Lauris Norstad was a United States Army Air Forces Officer and Chief of Staff, Twentieth Air Force toward the end of World War II. Serving in this capacity General Norstad, reporting to General Arnold. They were involved in the planning and implementation for the strategic bombing of Japan. This included the strategic planning of nuclear weapons use by the 509th Composite Group once deployed to Tinian.
Early Life and Military Career
Norstad was born March 24, 1907, in Minneapolis, Minnesota. He was the son of Rev. Martin and Marie Johnson Norstad, an immigrant Norwegian family. He had a sister and three brothers. When he was three years old the family moved to Red Wing, Minnesota, where Norstad graduated from Central High School in 1925. He was appointed to the Military Academy from the 3rd Congressional District of Minnesota. He graduated June 12, 1930 and was commissioned a second lieutenant of Cavalry.
That September he entered the Primary Flying School at March Field, and graduated from Advanced Flying School. He was then transferred to the Air Corps. in June of 1931.
Going to Schofield Barracks, Hawaii, in January of 1932, he was assigned to the 18th Pursuit Group, assuming command of it in July of 1933. In March of 1936 he was named adjutant of the Ninth Bomb Group there.
Transferred to Washington, D.C. in August of 1944, Norstad became the Chief of Staff of the 20th Air Force. The Naval Construction Battalion started building the B-29 Airfield before the Mariana Islands were declared secure, permitting the 20th Air Force to begin operations from Saipan. The first B-29 arrived at Isely Field, Saipan on October 12, 1944. By 22 November, over 100 B-29s of the 73rd Bomb Wing were operational from Isely Field. B-29 airfield construction also continued at a rapid pace at Guam and Tinian.
Norstad played an integral role in the Air Force component of the Manhattan Project. Working with General Groves he helped select the members of the Target Committee with his Deputy, William P. Fisher serving on the committee. He also worked with Curtis Lemay. Norstad did this quite diplomatically in a conversation with LeMay and in a follow-up 4 page letter dated May 29, 1945, titled “509th Composite Group: Special Functions”. This occurred a week before the first 509th Silver-plates departed Wendover Field, Utah on June 5.
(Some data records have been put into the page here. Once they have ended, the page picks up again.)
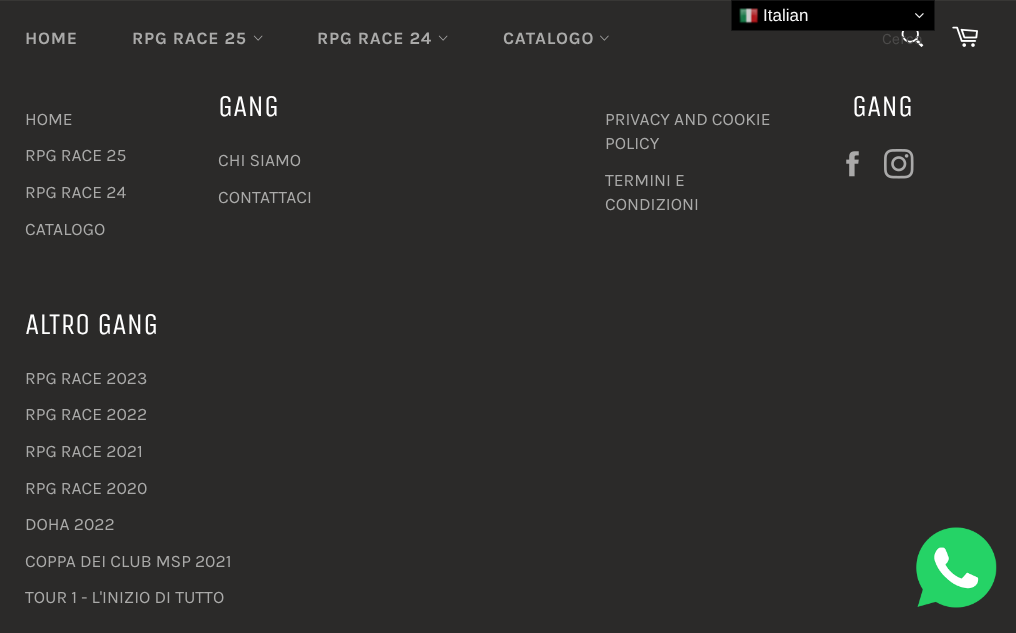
<!DOCTYPE html>
<meta charset="utf-8">
<style>body { margin: 0 } canvas { display: block }</style>
<canvas id="canvas" width="1016" height="633"></canvas>
<script type="module">
  const canvas = document.getElementById("canvas");
  const ctx = canvas.getContext("2d");
  ctx.miterLimit = 4;
  ctx.fontKerning = "normal";
  async function loadImage(src) {
    const img = new Image();
    img.src = src;
    await img.decode();
    return img;
  }

  ctx.fillStyle = "#2b2a29";
  ctx.fillRect(0, 0, 1016, 633);
  ctx.fillStyle = "#383735";
  ctx.fillRect(0, 0, 1016, 1);
  ctx.fillStyle = "#000000";
  ctx.beginPath();
  ctx.rect(731.5, 0.5, 203, 30);
  ctx.fill();
  ctx.strokeStyle = "#161616";
  ctx.stroke();
  ctx.drawImage(await loadImage("img1.png"), 739, 8, 20, 16);
  ctx.font = "17px Liberation Sans";
  ctx.fillStyle = "#f7f7f7";
  ctx.fillText("Italian", 763, 21);
  ctx.drawImage(await loadImage("img2.png"), 915, 13, 9, 6);
  ctx.letterSpacing = "0.75px";
  ctx.font = "bold 17.5px Karla";
  ctx.fillStyle = "#aaaaa9";
  ctx.fillText("HOME", 25, 44);
  ctx.fillText("RPG RACE 25", 132, 44);
  ctx.drawImage(await loadImage("img3.png"), 253, 35, 10, 6);
  ctx.fillText("RPG RACE 24", 317, 44);
  ctx.drawImage(await loadImage("img3.png"), 438, 35, 10, 6);
  ctx.fillText("CATALOGO", 503, 44);
  ctx.drawImage(await loadImage("img4.png"), 600, 35, 9, 6);
  ctx.drawImage(await loadImage("img5.png"), 901, 31, 23, 16);
  ctx.letterSpacing = "0px";
  ctx.font = "16px Karla";
  ctx.fillStyle = "#4c4b4a";
  ctx.fillText("Cerca", 882, 44);
  ctx.drawImage(await loadImage("img6.png"), 952, 26, 26, 21);
  ctx.font = "30px Unica One";
  ctx.fillStyle = "#ffffff";
  ctx.fillText("GANG", 218, 116);
  ctx.font = "17.5px Karla";
  ctx.fillStyle = "#aaaaa9";
  ctx.fillText("CHI SIAMO", 218, 166);
  ctx.fillText("CONTATTACI", 218, 203);
  ctx.font = "30px Unica One";
  ctx.fillStyle = "#ffffff";
  ctx.fillText("GANG", 852, 116);
  ctx.drawImage(await loadImage("img7.png"), 846, 151, 13, 26);
  ctx.drawImage(await loadImage("img8.png"), 884, 149, 30, 30);
  ctx.font = "17.5px Karla";
  ctx.fillStyle = "#aaaaa9";
  ctx.fillText("HOME", 25, 125);
  ctx.fillText("RPG RACE 25", 25, 161);
  ctx.fillText("RPG RACE 24", 25, 198);
  ctx.fillText("CATALOGO", 25, 235);
  ctx.fillText("PRIVACY AND COOKIE", 605, 125);
  ctx.fillText("POLICY", 605, 149);
  ctx.fillText("TERMINI E", 605, 186);
  ctx.fillText("CONDIZIONI", 605, 210);
  ctx.font = "30px Unica One";
  ctx.fillStyle = "#ffffff";
  ctx.fillText("ALTRO GANG", 25, 334);
  ctx.font = "17.5px Karla";
  ctx.fillStyle = "#aaaaa9";
  ctx.fillText("RPG RACE 2023", 25, 384);
  ctx.fillText("RPG RACE 2022", 25, 420);
  ctx.fillText("RPG RACE 2021", 25, 457);
  ctx.fillText("RPG RACE 2020", 25, 494);
  ctx.fillText("DOHA 2022", 25, 530);
  ctx.fillText("COPPA DEI CLUB MSP 2021", 25, 567);
  ctx.fillText("TOUR 1 - L'INIZIO DI TUTTO", 25, 603);
  ctx.drawImage(await loadImage("img9.png"), 916, 527, 81, 81);
</script>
This did not prevent LeMay from attempting to maintain control of the 509th CG, and placing his own combat crews aboard the atomic strike aircraft. General Groves quickly ended LeMay tampering with the 393rd, 509th CG strike force. On July 16, 1945, the day of the Trinity Test, Norstad was in Potsdam, Germany awaiting news from the Alamogordo shot.
After the War
Relieved from the 20th Air Force in February 1946, Norstad continued as the Assistant Chief of Air Staff for Plans until the following June. He was then appointed the Director of the Plans and Operations Division of the War Department in Washington, D.C. Here, he was instrumental in writing the legislature which created the United States Air Force, signed into law by President Truman on September 18, 1947. In the 1950s and 1960s, he spent time in West Germany, and time working with NATO, eventually becoming the Commander of all NATO Forces in Europe.
He retired from active duty in 1963. Later that year he began to work for the Owens-Corning Fiberglass Corp, and became the President of it. From 1967 to 1972, he was the Chief Executive Officer and Chairman for the Corp. After retirement he lived in Tubac, Arizona. He passed away at the age of 81, on September 12, 1988.
His decorations include the Distinguished Service Medal with an oak leaf cluster, a Silver Star, a Legion of Merit with an oak leaf cluster, an Air Medal, and the French Legion of Honor. He is rated a Command Pilot, a Combat Observer, and a Technical Observer.